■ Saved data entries
□ □ □ □ □ □ □

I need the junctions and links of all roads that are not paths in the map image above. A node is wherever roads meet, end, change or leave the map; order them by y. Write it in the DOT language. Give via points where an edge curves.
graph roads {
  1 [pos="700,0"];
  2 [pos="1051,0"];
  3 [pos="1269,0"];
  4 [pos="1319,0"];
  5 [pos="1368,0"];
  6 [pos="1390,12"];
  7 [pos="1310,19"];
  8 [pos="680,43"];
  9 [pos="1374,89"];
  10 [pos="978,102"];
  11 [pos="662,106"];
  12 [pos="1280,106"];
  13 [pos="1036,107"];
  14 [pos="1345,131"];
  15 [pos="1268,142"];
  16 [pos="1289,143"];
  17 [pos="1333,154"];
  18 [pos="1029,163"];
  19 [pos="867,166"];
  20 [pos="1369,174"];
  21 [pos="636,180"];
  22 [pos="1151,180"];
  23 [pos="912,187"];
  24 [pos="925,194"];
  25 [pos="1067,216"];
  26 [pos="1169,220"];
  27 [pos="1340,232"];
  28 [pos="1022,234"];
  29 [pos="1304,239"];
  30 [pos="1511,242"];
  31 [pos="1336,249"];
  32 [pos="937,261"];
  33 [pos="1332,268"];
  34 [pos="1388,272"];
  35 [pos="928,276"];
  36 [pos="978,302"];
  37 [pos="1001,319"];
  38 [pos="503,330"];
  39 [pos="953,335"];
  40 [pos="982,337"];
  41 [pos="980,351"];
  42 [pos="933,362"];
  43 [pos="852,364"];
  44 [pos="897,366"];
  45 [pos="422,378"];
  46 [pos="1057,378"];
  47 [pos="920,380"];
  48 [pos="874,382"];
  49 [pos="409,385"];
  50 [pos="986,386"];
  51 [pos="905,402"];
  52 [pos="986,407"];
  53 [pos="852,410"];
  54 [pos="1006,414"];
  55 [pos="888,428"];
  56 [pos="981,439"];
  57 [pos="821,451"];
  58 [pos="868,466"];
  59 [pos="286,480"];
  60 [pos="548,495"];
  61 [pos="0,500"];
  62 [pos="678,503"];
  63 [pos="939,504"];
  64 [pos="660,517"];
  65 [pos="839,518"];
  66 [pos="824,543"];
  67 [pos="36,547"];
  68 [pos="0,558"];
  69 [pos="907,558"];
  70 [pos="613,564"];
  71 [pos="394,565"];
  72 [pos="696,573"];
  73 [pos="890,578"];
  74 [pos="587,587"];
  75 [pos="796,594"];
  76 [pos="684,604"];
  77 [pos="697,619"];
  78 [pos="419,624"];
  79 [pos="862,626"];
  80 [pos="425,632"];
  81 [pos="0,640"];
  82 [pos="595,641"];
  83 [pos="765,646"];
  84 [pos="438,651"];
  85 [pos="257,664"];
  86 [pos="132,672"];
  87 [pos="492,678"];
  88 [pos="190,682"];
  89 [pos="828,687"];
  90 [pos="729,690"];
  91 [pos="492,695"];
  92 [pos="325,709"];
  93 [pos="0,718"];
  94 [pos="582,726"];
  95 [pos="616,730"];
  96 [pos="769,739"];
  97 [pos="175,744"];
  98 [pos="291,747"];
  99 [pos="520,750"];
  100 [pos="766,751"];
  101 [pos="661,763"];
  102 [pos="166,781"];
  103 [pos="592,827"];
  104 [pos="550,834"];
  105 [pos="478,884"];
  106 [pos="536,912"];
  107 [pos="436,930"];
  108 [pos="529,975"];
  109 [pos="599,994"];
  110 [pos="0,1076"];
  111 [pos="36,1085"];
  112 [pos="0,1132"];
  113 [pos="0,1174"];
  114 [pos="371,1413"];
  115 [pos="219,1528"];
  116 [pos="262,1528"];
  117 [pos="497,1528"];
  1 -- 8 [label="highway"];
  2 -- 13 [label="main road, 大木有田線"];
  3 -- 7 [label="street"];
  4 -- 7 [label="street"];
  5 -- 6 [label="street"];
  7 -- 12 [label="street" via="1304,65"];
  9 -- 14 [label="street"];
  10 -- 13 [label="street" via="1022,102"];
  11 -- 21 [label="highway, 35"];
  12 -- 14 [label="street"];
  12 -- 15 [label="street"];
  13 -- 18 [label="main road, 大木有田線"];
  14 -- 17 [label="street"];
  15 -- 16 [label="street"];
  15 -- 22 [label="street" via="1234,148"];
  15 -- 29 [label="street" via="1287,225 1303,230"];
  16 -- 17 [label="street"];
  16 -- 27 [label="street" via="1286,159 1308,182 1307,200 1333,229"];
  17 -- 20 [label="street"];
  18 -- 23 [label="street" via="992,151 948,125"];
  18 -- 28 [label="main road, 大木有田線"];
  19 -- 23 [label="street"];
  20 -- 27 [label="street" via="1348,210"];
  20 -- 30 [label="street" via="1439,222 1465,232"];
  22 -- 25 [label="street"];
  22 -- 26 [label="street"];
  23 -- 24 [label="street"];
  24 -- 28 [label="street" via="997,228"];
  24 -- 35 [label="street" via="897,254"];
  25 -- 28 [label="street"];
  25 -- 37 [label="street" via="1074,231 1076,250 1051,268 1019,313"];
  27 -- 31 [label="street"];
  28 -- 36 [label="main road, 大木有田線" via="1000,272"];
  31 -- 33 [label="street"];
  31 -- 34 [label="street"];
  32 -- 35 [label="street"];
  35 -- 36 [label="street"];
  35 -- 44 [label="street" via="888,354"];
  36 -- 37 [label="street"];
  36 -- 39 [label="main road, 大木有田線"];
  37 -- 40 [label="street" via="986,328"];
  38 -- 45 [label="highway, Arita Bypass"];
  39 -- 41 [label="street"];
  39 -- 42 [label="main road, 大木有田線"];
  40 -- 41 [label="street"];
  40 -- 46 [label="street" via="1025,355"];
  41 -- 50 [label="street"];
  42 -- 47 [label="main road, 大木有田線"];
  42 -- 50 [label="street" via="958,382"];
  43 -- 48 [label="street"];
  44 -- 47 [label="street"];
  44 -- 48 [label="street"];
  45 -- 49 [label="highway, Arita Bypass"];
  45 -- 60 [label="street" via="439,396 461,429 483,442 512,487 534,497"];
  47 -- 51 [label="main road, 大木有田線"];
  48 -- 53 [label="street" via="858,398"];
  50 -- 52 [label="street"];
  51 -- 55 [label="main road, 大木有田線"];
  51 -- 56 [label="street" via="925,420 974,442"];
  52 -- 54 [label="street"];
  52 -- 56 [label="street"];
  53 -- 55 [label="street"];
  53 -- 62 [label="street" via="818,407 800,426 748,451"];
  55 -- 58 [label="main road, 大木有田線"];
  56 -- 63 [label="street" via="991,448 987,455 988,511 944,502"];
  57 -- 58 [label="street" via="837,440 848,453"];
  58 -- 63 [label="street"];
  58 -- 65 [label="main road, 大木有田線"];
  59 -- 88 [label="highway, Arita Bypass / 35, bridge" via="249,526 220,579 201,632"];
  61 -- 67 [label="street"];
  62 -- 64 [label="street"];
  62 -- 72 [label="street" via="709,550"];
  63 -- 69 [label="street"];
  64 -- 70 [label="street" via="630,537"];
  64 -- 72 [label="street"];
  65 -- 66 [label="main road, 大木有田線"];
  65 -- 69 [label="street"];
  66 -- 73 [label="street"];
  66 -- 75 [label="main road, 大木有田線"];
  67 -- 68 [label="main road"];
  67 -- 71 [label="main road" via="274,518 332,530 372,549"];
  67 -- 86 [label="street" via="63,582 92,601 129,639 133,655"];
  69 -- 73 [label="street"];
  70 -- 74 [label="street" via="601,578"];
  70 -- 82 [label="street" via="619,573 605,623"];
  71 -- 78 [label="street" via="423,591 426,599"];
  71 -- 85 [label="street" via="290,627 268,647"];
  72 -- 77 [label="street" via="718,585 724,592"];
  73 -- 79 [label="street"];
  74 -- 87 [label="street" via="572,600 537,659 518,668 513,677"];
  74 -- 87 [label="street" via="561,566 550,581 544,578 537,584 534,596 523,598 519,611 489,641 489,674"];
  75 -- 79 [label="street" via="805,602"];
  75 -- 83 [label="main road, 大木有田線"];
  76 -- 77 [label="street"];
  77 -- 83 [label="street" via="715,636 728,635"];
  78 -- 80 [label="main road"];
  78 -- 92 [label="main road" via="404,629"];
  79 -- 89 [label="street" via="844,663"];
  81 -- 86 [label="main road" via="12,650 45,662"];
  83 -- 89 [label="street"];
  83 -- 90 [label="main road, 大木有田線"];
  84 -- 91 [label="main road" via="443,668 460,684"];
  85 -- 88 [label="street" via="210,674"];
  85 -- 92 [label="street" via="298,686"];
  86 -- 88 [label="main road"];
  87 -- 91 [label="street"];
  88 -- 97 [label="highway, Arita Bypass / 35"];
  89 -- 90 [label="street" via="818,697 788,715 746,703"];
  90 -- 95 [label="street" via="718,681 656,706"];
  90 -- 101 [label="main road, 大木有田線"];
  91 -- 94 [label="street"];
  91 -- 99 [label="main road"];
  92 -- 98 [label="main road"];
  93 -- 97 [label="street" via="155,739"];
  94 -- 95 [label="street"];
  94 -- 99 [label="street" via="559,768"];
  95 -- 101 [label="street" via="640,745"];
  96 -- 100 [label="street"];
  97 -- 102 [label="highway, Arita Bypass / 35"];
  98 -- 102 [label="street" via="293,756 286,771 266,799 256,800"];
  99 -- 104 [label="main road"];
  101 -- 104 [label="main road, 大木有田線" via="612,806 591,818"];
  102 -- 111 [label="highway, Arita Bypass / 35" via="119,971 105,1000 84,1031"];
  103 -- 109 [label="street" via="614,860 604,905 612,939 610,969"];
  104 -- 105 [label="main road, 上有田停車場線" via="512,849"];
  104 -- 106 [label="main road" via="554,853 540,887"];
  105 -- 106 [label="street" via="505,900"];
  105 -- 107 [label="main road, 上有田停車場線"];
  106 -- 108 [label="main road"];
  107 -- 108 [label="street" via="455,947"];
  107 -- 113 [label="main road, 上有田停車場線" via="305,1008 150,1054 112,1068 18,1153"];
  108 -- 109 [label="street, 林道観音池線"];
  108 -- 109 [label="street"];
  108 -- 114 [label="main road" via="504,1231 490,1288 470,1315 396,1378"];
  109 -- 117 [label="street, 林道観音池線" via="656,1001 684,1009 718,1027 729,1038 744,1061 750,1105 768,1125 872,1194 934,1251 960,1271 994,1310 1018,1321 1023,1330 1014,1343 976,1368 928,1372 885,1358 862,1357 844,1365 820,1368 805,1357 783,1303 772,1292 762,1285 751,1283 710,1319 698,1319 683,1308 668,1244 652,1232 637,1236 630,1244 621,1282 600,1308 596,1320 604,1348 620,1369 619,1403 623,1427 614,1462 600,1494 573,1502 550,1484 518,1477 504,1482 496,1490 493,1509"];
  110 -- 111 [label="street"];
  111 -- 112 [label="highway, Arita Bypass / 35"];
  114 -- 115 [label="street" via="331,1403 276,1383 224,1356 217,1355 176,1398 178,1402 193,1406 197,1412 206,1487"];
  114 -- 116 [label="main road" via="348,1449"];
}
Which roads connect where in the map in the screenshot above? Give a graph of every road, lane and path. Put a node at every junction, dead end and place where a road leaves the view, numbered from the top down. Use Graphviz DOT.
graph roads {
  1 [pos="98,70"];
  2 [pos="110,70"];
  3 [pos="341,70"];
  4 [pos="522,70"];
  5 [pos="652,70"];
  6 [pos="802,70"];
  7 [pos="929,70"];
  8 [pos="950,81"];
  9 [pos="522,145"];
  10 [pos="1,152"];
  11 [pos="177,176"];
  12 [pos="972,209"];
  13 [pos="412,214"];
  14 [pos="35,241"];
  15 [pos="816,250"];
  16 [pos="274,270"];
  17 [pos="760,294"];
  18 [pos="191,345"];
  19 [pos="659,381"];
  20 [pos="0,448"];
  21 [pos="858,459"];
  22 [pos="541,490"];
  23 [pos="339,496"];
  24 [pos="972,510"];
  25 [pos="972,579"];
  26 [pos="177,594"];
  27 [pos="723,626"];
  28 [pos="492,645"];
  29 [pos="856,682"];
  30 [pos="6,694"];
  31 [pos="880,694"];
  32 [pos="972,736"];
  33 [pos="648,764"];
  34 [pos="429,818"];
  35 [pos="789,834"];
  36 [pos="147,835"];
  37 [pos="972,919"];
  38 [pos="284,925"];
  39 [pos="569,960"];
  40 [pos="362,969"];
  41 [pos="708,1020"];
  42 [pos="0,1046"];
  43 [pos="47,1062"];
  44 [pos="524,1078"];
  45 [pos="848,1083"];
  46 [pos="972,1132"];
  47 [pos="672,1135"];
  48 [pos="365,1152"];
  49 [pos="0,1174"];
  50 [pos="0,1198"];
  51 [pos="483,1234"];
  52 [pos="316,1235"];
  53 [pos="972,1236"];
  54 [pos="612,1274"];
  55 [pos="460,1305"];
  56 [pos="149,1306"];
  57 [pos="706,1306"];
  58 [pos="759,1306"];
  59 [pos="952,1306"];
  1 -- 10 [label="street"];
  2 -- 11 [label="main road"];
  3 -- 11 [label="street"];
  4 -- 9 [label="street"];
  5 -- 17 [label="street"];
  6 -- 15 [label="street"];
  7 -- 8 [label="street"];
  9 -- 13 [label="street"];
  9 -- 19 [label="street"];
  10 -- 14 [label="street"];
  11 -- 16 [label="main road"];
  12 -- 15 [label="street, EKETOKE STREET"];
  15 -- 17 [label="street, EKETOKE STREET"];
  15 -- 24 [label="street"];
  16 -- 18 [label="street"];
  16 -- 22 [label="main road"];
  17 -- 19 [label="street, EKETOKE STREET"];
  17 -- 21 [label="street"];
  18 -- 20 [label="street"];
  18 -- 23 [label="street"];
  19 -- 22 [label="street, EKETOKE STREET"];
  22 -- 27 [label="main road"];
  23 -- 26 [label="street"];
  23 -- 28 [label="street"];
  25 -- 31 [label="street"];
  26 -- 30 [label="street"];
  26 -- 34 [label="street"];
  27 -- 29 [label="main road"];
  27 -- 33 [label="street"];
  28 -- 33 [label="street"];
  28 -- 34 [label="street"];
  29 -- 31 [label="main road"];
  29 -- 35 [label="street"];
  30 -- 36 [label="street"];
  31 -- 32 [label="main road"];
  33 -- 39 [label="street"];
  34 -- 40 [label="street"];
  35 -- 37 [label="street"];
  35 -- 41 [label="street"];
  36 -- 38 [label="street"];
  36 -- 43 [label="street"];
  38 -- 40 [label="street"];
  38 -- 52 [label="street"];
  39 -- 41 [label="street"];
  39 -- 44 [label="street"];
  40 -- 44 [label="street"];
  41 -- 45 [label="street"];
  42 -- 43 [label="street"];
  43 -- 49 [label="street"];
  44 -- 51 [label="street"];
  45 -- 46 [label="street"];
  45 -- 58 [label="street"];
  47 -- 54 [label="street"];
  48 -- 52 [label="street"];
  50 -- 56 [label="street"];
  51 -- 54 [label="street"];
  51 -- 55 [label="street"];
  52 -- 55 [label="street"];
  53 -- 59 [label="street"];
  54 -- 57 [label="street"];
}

□ □ □ □ □ □ □

■ EXERCISE OBJECTIVE
Report the lines above that contain "林道観音池線".

■ EXERCISE SOLUTION
  108 -- 109 [label="street, 林道観音池線"];
  109 -- 117 [label="street, 林道観音池線" via="656,1001 684,1009 718,1027 729,1038 744,1061 750,1105 768,1125 872,1194 934,1251 960,1271 994,1310 1018,1321 1023,1330 1014,1343 976,1368 928,1372 885,1358 862,1357 844,1365 820,1368 805,1357 783,1303 772,1292 762,1285 751,1283 710,1319 698,1319 683,1308 668,1244 652,1232 637,1236 630,1244 621,1282 600,1308 596,1320 604,1348 620,1369 619,1403 623,1427 614,1462 600,1494 573,1502 550,1484 518,1477 504,1482 496,1490 493,1509"];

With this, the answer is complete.